Three, Right now State Governments support the Nigeria Police with vehicles, equipment, and funds as a discretionary duty. If we have State Police, they will be able to fund their police as a matter of legal necessity as the authentic Chief Security Officers of their States. Four, at this point the Governors will accept, willy milly, that they are the dejure and defacto Chief Security Officers of their States and can be truly, rightly, held responsible for security or lack of it.

Now it is fraudulent to hold them responsible for security in their States because they are given responsibility without power. In fact, it is a misnomer to call them Chief Security Officers because the actual power to secure their States lies elsewhere since they control neither the Armed Forces nor the Police. When a security crisis occurs they can only grit their teeth or hold a whirlwind of fruitless meetings with security men whose loyalty lies elsewhere.

Five, each State can launch its Police support fund and raise money to fund its security, acquire modern equipment and technology because the Federal Government cannot meet fully the financial, technological and manpower needs of the Police in all the States.

Six, every crime is local. Intelligence gathering must also be local to be effective. Those who live in local communities are in the best position to provide intelligence because they will be invariably contributing to their own protection. Strangers cannot.

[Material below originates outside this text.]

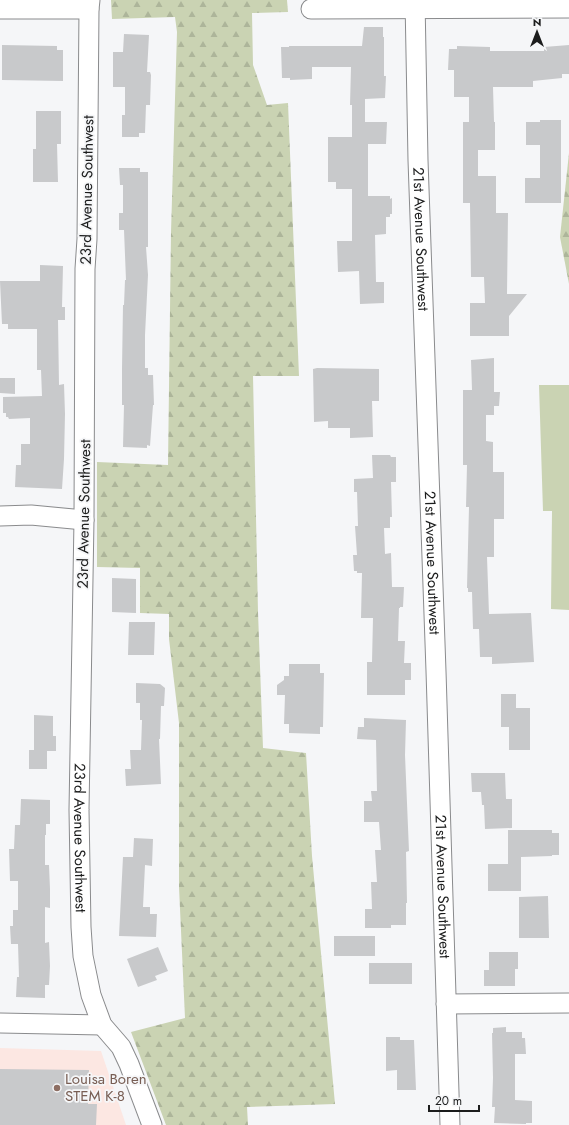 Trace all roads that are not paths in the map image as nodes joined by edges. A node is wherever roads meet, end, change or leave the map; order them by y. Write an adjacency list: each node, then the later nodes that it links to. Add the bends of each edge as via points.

Seven, if the need for a secondary police force did not exist, we would not have had Hisbar, vigilante groups and the recently established Amotekun which has demonstrated through some recent successes that it will grow to become a major factor in the security architecture of the South West.

I wonder who can bring those who can take a decision on this matter to the circle of reason so that Nigeria does not remain at the mercy of miscreants when we have immense resources, manpower, intellectual, financial, to turn the heat on them and save our people from the serial harassments to which they are subjected daily.